Extracted entries –
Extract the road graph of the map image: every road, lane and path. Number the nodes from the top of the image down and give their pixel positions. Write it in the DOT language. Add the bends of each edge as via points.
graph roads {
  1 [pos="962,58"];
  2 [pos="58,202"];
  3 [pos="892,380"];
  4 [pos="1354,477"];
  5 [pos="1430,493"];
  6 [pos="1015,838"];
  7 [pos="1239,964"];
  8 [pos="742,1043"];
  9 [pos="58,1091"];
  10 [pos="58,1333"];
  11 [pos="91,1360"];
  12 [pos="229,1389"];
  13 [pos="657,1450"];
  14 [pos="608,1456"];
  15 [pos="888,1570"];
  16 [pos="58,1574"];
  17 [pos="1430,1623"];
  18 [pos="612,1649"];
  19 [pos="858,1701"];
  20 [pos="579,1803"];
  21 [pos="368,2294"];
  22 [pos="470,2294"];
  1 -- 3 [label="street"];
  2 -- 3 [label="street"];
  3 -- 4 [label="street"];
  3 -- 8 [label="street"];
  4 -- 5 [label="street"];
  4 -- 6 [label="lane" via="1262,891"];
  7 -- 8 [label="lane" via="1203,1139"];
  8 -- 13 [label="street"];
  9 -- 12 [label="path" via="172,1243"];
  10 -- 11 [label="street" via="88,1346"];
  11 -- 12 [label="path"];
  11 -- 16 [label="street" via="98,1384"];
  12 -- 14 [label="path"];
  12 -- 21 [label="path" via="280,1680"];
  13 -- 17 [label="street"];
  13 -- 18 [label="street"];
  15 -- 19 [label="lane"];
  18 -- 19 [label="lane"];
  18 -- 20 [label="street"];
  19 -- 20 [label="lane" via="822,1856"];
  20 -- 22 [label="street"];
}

Task item – Copy out each line of the material that holds the word "graph".

Written response –
Extract the road graph of the map image: every road, lane and path. Number the nodes from the top of the image down and give their pixel positions. Write it in the DOT language. Add the bends of each edge as via points.
graph roads {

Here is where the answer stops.